Pourquoi ne pas réintégrer le carburant dans l’indice ? 3
Alors que l’indice général des prix était en janvier de 108,84, l’indice santé était de 107,85. Un pour cent de différence. Faut-il faire marche arrière ? Ivan Van de Cloot, économiste chez ING, répond.
Ce serait répéter les erreurs du passé. De 1999 à 2007, le prix du baril de pétrole est passé de 13 à 95 dollars. C’est un choc pétrolier. Or, que s’est-il passé lors du précédent choc pétrolier, dans les années 70, alors que le carburant était encore dans l’indice ? Les salaires ont dû augmenter à la même vitesse que l’inflation, à savoir + 14 %. Les coûts salariaux pour les entreprises ont donc explosé. Elles ont perdu énormément de parts de marché à l’exportation car elles n’étaient plus compétitives. Elles ont eu recours à l’automatisation pour remplacer des ouvriers devenus trop chers. Conséquence : un demi-million de personnes ont été mises au chômage. Puisque nous n’avons pas un marché du travail aussi flexible que dans les pays anglo-saxons, ces personnes-là n’ont jamais pu réintégrer le circuit du travail.
Il a été catastrophique. Les fonctionnaires et les personnes à haute qualification ont obtenu l’indexation de leur salaire (+ 14 %) mais ce sont les moins qualifiés qui ont payé l’addition. Ils se sont retrouvés au chômage. La perte de pouvoir d’achat globale a été fort importante.
Aujourd’hui, le système est beaucoup plus solidaire. Il y a un choc pétrolier et il faut qu’on l’absorbe. C’est un fait. Mais tout le monde paie l’addition, désormais : les plus qualifiés comme les moins qualifiés. Tout le monde gagne un peu moins que ce qu’il devrait obtenir si l’ancien système était encore en vigueur mais personne n’est laissé de côté. Et le système actuel permet à nos entreprises de rester compétitives.
Que constate-t-on ? En 2007, on a créé 70.000 emplois dans le pays. Le revenu disponible hors inflation, c’est-à-dire le pouvoir d’achat, a augmenté de 2,1 % en 2007 et il augmentera encore de 1,3 % l’année prochaine selon les prévisions.

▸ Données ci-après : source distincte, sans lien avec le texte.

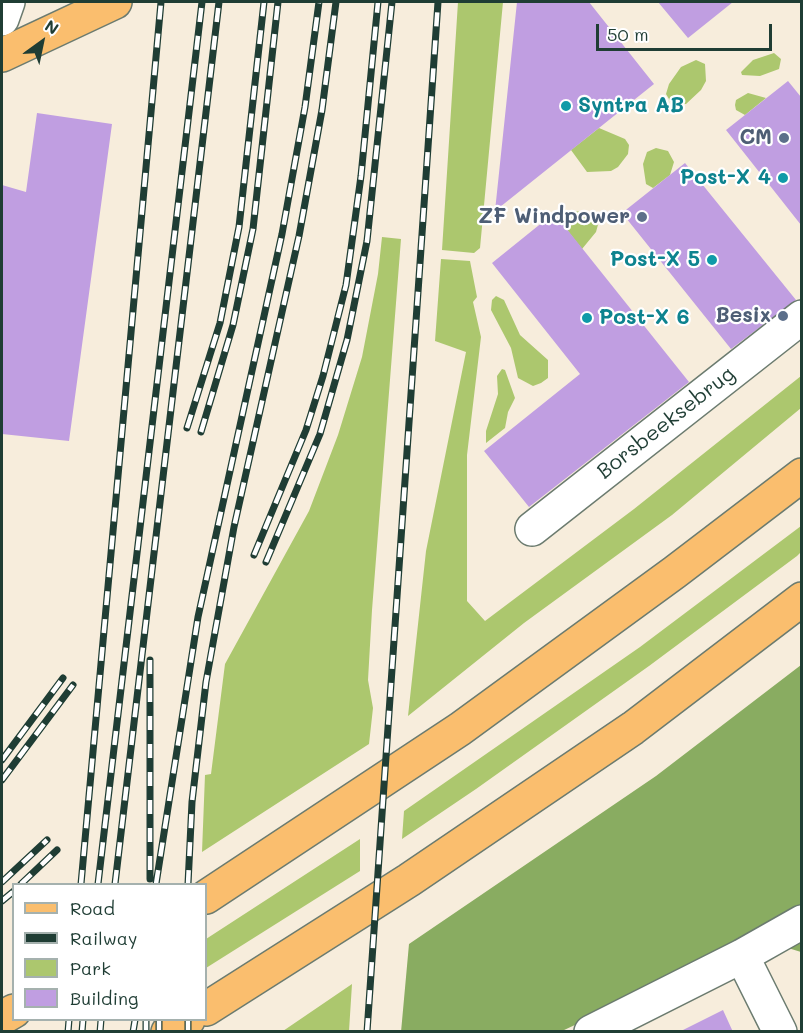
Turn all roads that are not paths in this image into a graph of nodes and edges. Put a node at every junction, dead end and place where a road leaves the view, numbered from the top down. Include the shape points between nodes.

Ce n’est pas mal tout de même pour un choc pétrolier !
Pourquoi la Belgique est-elle un des derniers pays à pratiquer l’indexation automatique et comment font les autres ? 4
Dans les pays voisins et concurrents de la Belgique, comme les Pays-Bas, l’Allemagne et la France, les hausses de salaires sont négociées périodiquement. A chaque négociation, il faut donc repartir à zéro. Pour notre spécialiste, les syndicats belges ont donc un avantage, qu’ils entendent défendre : « En Belgique, la hausse des salaires est acquise, puisqu’automatique. Les syndicats n’ont donc pas à fournir de contrepartie pour l’obtenir. A l’étranger, c’est différent. Lorsque patrons et syndicats négocient une hausse salariale, c’est un système de donnant-donnant : les syndicats doivent accepter des demandes patronales pour obtenir leur hausse salariale. »
Si la Belgique a le quasi-monopole mondial de l’indexation automatique, le système a été amendé. « Au début des années 90, le gouvernement Dehaene a créé l’indice santé, dont on a notamment extrait le carburant, rappelle l’économiste Philippe Defeyt. Cet aménagement partait du principe que, lorsque le prix du carburant augmentait, les patrons payaient deux fois : une fois parce qu’ils devaient augmenter les salaires, et une deuxième fois parce que le coût de leur propre flotte de véhicules augmentait. »
Les syndicats ont déjà lâché du lest à cette époque, et n’entendent plus, aujourd’hui, revenir sur l’indexation automatique ainsi revue. L’exception belge a sans doute de beaux jours devant elle.